An R package for accessing statistical data published by the Australian Taxation Office. Individual tax returns by postcode and occupation, company tax by industry, superannuation aggregates, Corporate Tax Transparency, GST, tax gaps, R&D tax incentive, and more.

What is the ATO?

The Australian Taxation Office is the Commonwealth agency responsible for collecting federal taxes. In 2023-24 it collected AUD 611 billion in net tax (ATO Annual Report 2023-24), equivalent to around 87% of total Commonwealth receipts. It administers personal income tax, company tax, GST, fringe benefits tax, fuel tax credits, the Research and Development Tax Incentive, the Super Guarantee compliance regime, self-managed superannuation funds (SMSFs), and the Corporate Tax Transparency regime. Superannuation policy sits with Treasury; prudential regulation of APRA-regulated super funds is APRA’s domain; conduct and disclosure are ASIC’s.

The ATO’s flagship public data release is Taxation Statistics: an annual XLSX-heavy publication covering roughly 14 million individual tax returns, 1 million company returns, and all APRA-regulated and self-managed superannuation funds. Each release ships 90-plus tables across Individuals, Companies, Partnerships, Trusts, Super, GST, FBT, CGT, Excise, and Activity Statement Ratios, plus a separate Corporate Tax Transparency release and a multi-year postcode series.

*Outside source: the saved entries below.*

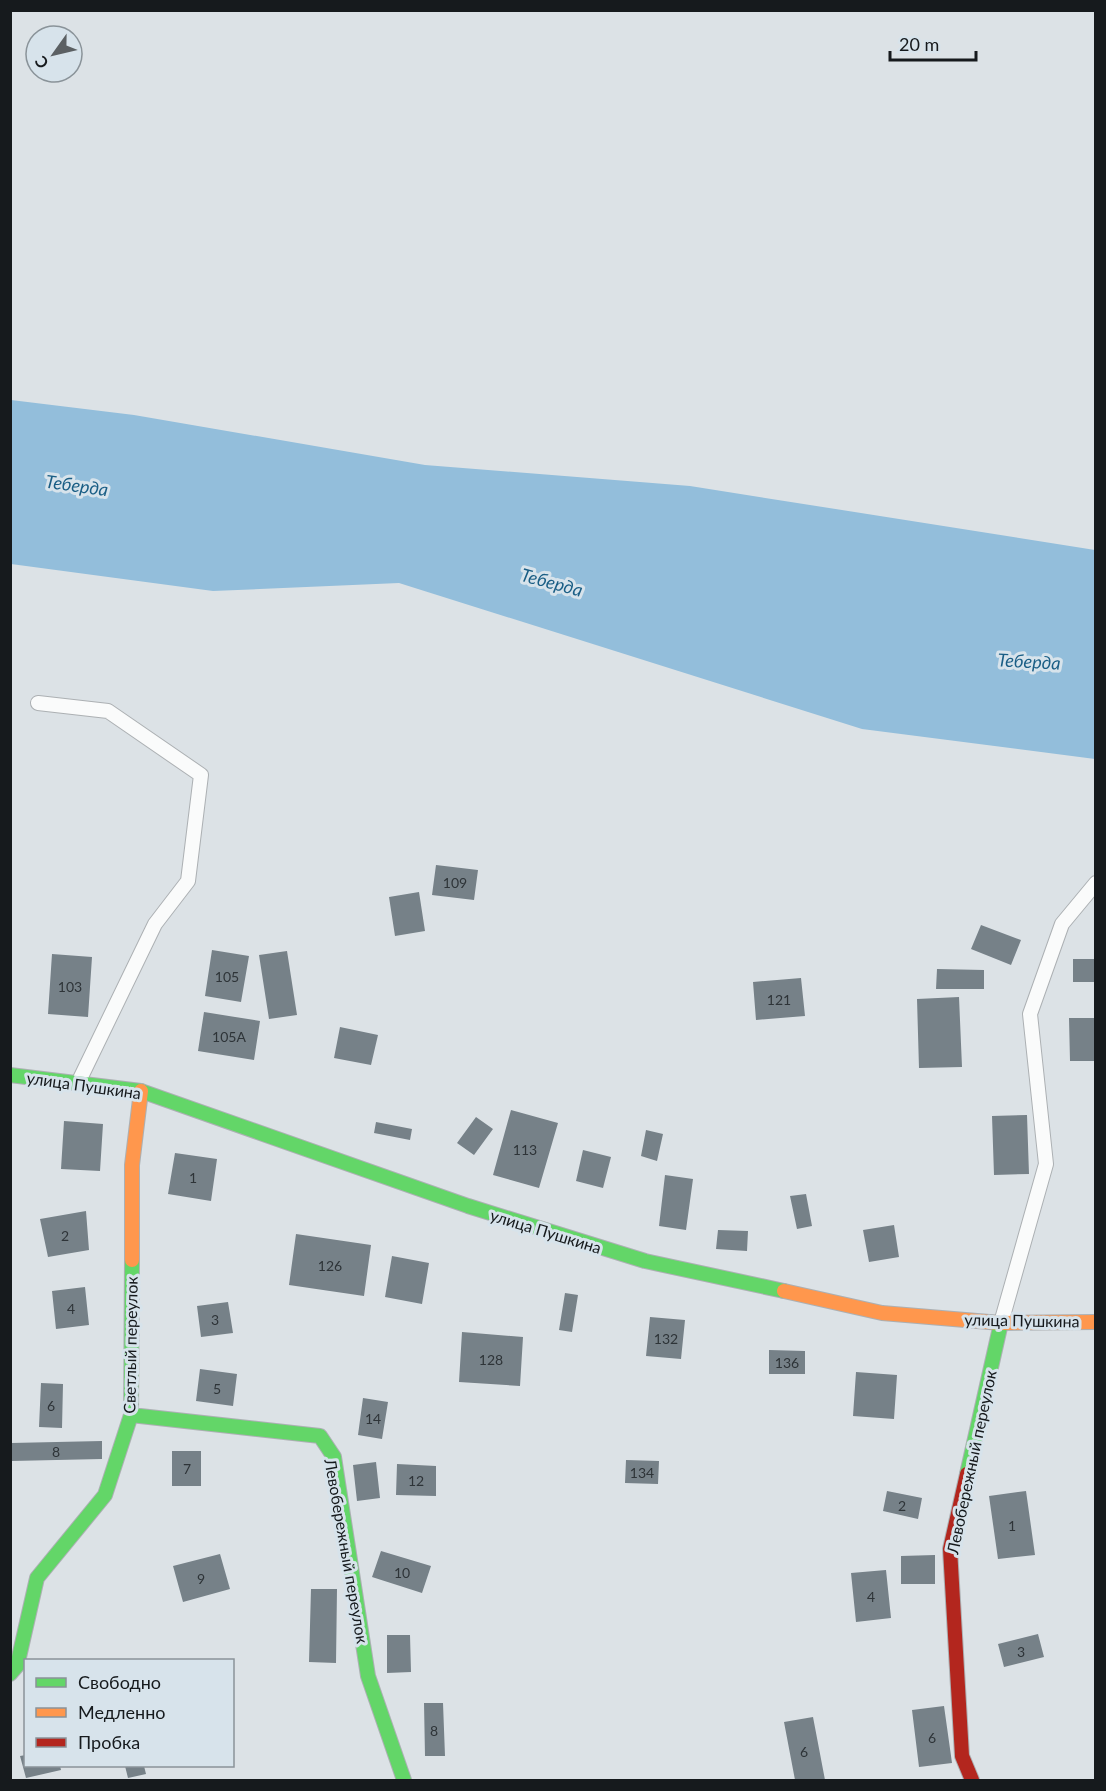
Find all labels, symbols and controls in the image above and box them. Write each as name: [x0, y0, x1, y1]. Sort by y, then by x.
north arrow: [24, 24, 84, 84]
scale bar: [890, 24, 976, 62]
text: 20 m: [899, 33, 939, 55]
text: С: [30, 53, 52, 72]
water label: Теберда: [44, 470, 110, 500]
water label: Теберда: [519, 563, 585, 601]
water label: Теберда: [997, 648, 1061, 674]
house number: 109: [443, 874, 467, 891]
house number: 105: [215, 968, 239, 985]
house number: 103: [58, 978, 82, 995]
house number: 121: [767, 991, 791, 1008]
house number: 105А: [212, 1028, 246, 1045]
street label: улица Пушкина: [26, 1068, 142, 1102]
house number: 113: [513, 1141, 537, 1158]
house number: 1: [189, 1169, 197, 1186]
street label: улица Пушкина: [488, 1205, 604, 1257]
house number: 2: [61, 1227, 69, 1244]
house number: 126: [318, 1257, 342, 1274]
street label: Светлый переулок: [119, 1275, 141, 1414]
house number: 4: [67, 1300, 75, 1317]
street label: улица Пушкина: [964, 1309, 1080, 1331]
house number: 3: [211, 1311, 219, 1328]
house number: 132: [654, 1330, 678, 1347]
house number: 128: [479, 1351, 503, 1368]
house number: 136: [775, 1354, 799, 1371]
street label: Левобережный переулок: [942, 1368, 1000, 1557]
house number: 5: [213, 1380, 221, 1397]
house number: 6: [47, 1397, 55, 1414]
house number: 14: [365, 1410, 381, 1427]
house number: 8: [52, 1443, 60, 1460]
street label: Левобережный переулок: [321, 1456, 373, 1646]
house number: 7: [183, 1460, 191, 1477]
house number: 134: [630, 1464, 654, 1481]
house number: 12: [408, 1472, 424, 1489]
house number: 2: [898, 1497, 906, 1514]
house number: 1: [1008, 1517, 1016, 1534]
house number: 10: [394, 1564, 410, 1581]
house number: 9: [197, 1570, 205, 1587]
house number: 4: [867, 1588, 875, 1605]
house number: 3: [1017, 1643, 1025, 1660]
legend: [24, 1659, 234, 1767]
text: Свободно: [78, 1671, 161, 1693]
text: Медленно: [78, 1701, 166, 1723]
house number: 8: [430, 1722, 438, 1739]
house number: 6: [928, 1729, 936, 1746]
text: Пробка: [78, 1731, 140, 1753]
house number: 6: [800, 1743, 808, 1760]

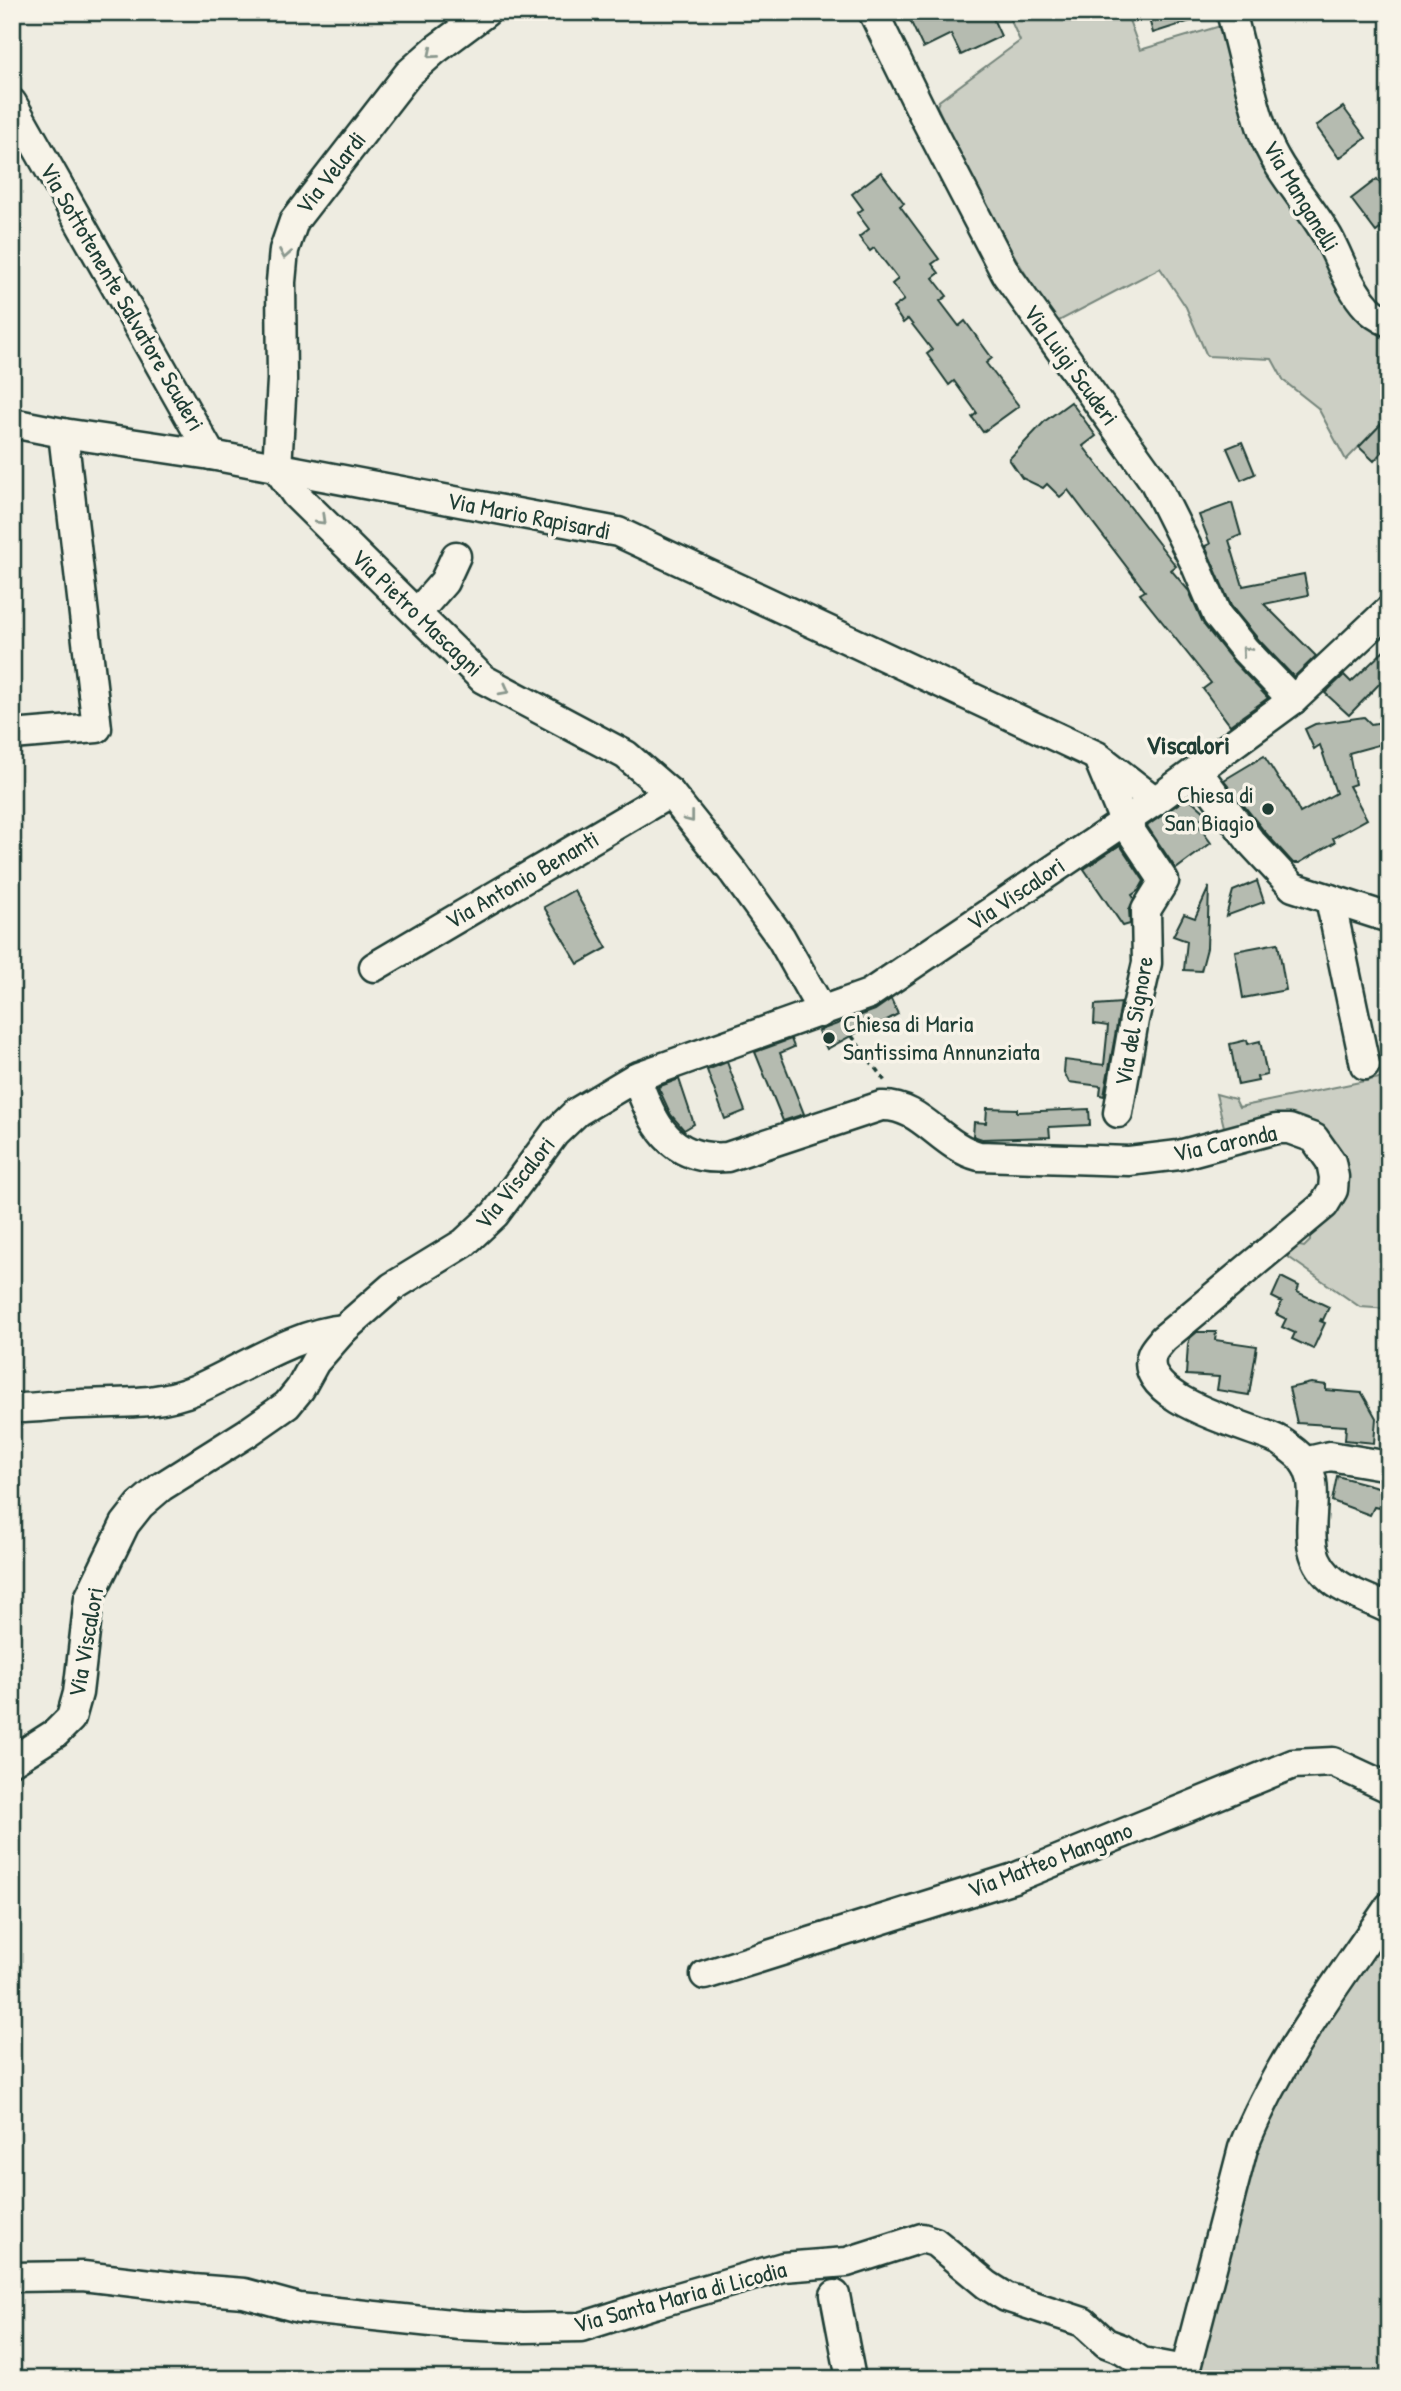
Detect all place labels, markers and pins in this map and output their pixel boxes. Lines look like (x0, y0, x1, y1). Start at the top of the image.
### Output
place label: Chiesa di San Biagio (1165, 778, 1254, 838)
marker: Chiesa di San Biagio (1260, 801, 1276, 817)
place label: Chiesa di Maria Santissima Annunziata (843, 1007, 1040, 1067)
marker: Chiesa di Maria Santissima Annunziata (821, 1030, 837, 1046)

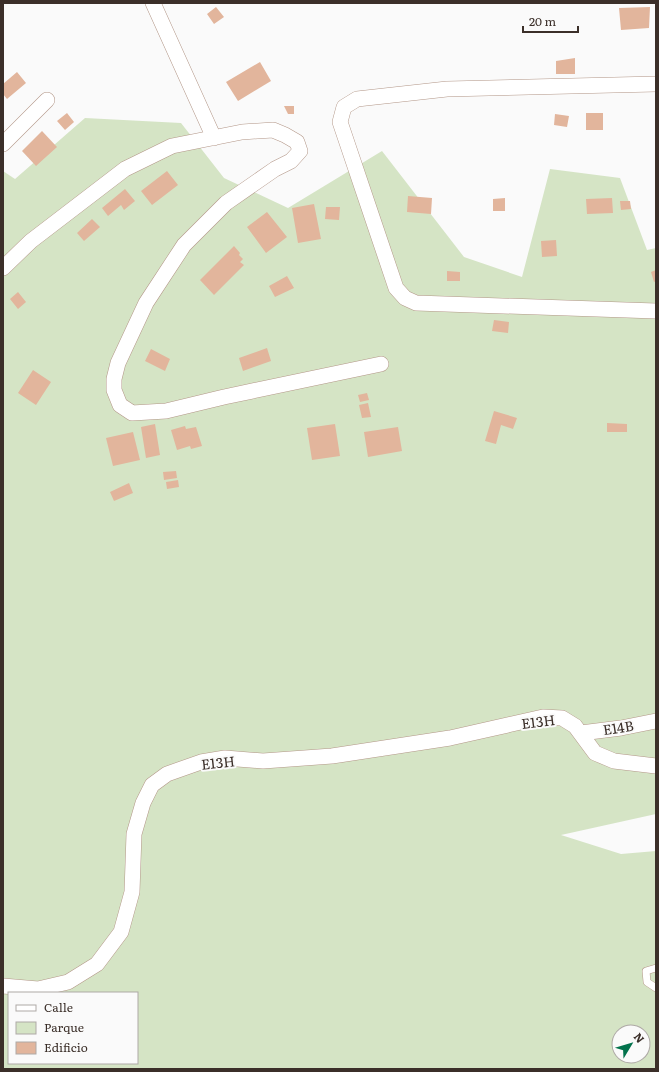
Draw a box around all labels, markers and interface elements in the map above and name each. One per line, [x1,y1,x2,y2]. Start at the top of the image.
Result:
scale bar [523,8,578,34]
text: 20 m [529,12,556,30]
street label: E13H [520,709,556,733]
street label: E14B [601,715,635,739]
street label: E13H [200,750,236,774]
legend [8,992,138,1064]
text: Calle [44,998,73,1016]
text: Parque [44,1018,84,1036]
north arrow [611,1024,651,1064]
text: N [631,1029,649,1046]
text: Edificio [44,1038,88,1056]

Beyond Taxation Statistics, the 42 ATO datasets on data.gov.au include Tax Gaps estimates, Small Business Benchmarks, International Related Party Dealings (IRPD), R&D Tax Incentive claimants, HELP repayments, and the foreign-ownership register.

Taxation Statistics underlies much of the public income-distribution and top-incomes literature in Australia. Atkinson and Leigh (2007) used the ATO aggregates to reconstruct century-long top-income shares; the Burkhauser-Hahn-Wilkins and Wilkins series followed. Work from the Grattan Institute, e61 Institute, the ANU Tax and Transfer Policy Institute, and the Australia Institute routinely draws on these tables, and the Corporate Tax Transparency release drives an October-November news cycle every year as journalists tally which large entities paid zero tax. Where longitudinal microdata is needed, researchers apply for access to ALife (the ATO Longitudinal Information Files) through the ATO’s DataLab; the Parliamentary Budget Office accesses richer microdata through separate arrangements.

Why does this package exist?

The ATO’s annual Taxation Statistics publication is free and available under Creative Commons, but getting it into R has always been tedious. The ATO’s own statistics site at ato.gov.au renders via JavaScript and blocks bulk crawlers. The canonical machine interface is the data.gov.au CKAN mirror, but CKAN resource UUIDs change on every annual release, column names drift from year to year, table numbers shift (occupation data has been Table 13, 14, and 15 in different years), and the historical series from 1994-95 to 2008-09 is a ZIP bundle of legacy .xls files.

# Without this package
api  <- "https://data.gov.au/data/api/3/action/package_show?id=taxation-statistics-2022-23"
resp <- jsonlite::fromJSON(api)
res  <- resp$result$resources
url  <- res$url[grep("postcode", res$name, ignore.case = TRUE)][1]
path <- tempfile(fileext = ".xlsx")
download.file(url, path)
df   <- readxl::read_excel(path, sheet = 1)
names(df) <- tolower(gsub("[^a-z0-9]+", "_", tolower(names(df))))
# ... rename, strip totals rows, parse postcodes as characters, ...

# With this package
library(ato)
ato_individuals_postcode(year = "2022-23", state = "NSW")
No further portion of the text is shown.